=== Exercise aim ===
Copy the entries that follow, exactly and completely.

=== Supplied records ===
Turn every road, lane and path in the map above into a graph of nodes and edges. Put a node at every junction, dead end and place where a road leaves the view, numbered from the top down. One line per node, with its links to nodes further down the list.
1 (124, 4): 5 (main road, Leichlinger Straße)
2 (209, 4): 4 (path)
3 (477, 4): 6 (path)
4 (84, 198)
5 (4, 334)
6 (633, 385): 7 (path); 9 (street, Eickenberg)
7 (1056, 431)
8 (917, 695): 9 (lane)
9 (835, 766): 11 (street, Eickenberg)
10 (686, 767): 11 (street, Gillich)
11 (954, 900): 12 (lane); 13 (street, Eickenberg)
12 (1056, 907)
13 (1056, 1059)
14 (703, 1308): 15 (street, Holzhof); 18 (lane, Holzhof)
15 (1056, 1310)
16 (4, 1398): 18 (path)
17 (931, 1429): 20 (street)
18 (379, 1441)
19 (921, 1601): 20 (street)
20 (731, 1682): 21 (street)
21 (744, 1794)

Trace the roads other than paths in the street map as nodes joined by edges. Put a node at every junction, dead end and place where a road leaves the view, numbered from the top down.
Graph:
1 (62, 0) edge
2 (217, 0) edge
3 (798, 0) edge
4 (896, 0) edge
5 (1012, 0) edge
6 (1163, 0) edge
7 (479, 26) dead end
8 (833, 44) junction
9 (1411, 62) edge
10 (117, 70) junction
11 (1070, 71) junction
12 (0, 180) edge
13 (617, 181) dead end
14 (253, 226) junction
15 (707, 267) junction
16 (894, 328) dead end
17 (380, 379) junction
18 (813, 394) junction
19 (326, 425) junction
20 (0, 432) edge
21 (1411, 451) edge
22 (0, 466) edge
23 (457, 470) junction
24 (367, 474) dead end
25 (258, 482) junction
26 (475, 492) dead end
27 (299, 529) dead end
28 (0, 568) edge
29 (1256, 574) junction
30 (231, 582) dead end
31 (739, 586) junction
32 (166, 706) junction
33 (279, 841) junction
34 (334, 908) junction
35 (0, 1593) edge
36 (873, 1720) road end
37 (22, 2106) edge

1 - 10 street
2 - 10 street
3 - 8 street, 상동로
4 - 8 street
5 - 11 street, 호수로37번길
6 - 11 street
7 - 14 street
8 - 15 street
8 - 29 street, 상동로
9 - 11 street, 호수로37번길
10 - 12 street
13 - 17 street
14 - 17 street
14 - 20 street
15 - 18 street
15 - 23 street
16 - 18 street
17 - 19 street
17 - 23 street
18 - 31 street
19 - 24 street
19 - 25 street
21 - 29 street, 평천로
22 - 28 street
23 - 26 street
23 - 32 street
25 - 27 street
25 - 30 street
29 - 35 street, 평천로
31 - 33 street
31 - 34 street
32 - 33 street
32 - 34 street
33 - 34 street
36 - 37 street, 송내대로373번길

=== Task answer ===
Turn every road, lane and path in the map above into a graph of nodes and edges. Put a node at every junction, dead end and place where a road leaves the view, numbered from the top down. One line per node, with its links to nodes further down the list.
1 (124, 4): 5 (main road, Leichlinger Straße)
2 (209, 4): 4 (path)
3 (477, 4): 6 (path)
4 (84, 198)
5 (4, 334)
6 (633, 385): 7 (path); 9 (street, Eickenberg)
7 (1056, 431)
8 (917, 695): 9 (lane)
9 (835, 766): 11 (street, Eickenberg)
10 (686, 767): 11 (street, Gillich)
11 (954, 900): 12 (lane); 13 (street, Eickenberg)
12 (1056, 907)
13 (1056, 1059)
14 (703, 1308): 15 (street, Holzhof); 18 (lane, Holzhof)
15 (1056, 1310)
16 (4, 1398): 18 (path)
17 (931, 1429): 20 (street)
18 (379, 1441)
19 (921, 1601): 20 (street)
20 (731, 1682): 21 (street)
21 (744, 1794)

Trace the roads other than paths in the street map as nodes joined by edges. Put a node at every junction, dead end and place where a road leaves the view, numbered from the top down.
Graph:
1 (62, 0) edge
2 (217, 0) edge
3 (798, 0) edge
4 (896, 0) edge
5 (1012, 0) edge
6 (1163, 0) edge
7 (479, 26) dead end
8 (833, 44) junction
9 (1411, 62) edge
10 (117, 70) junction
11 (1070, 71) junction
12 (0, 180) edge
13 (617, 181) dead end
14 (253, 226) junction
15 (707, 267) junction
16 (894, 328) dead end
17 (380, 379) junction
18 (813, 394) junction
19 (326, 425) junction
20 (0, 432) edge
21 (1411, 451) edge
22 (0, 466) edge
23 (457, 470) junction
24 (367, 474) dead end
25 (258, 482) junction
26 (475, 492) dead end
27 (299, 529) dead end
28 (0, 568) edge
29 (1256, 574) junction
30 (231, 582) dead end
31 (739, 586) junction
32 (166, 706) junction
33 (279, 841) junction
34 (334, 908) junction
35 (0, 1593) edge
36 (873, 1720) road end
37 (22, 2106) edge

1 - 10 street
2 - 10 street
3 - 8 street, 상동로
4 - 8 street
5 - 11 street, 호수로37번길
6 - 11 street
7 - 14 street
8 - 15 street
8 - 29 street, 상동로
9 - 11 street, 호수로37번길
10 - 12 street
13 - 17 street
14 - 17 street
14 - 20 street
15 - 18 street
15 - 23 street
16 - 18 street
17 - 19 street
17 - 23 street
18 - 31 street
19 - 24 street
19 - 25 street
21 - 29 street, 평천로
22 - 28 street
23 - 26 street
23 - 32 street
25 - 27 street
25 - 30 street
29 - 35 street, 평천로
31 - 33 street
31 - 34 street
32 - 33 street
32 - 34 street
33 - 34 street
36 - 37 street, 송내대로373번길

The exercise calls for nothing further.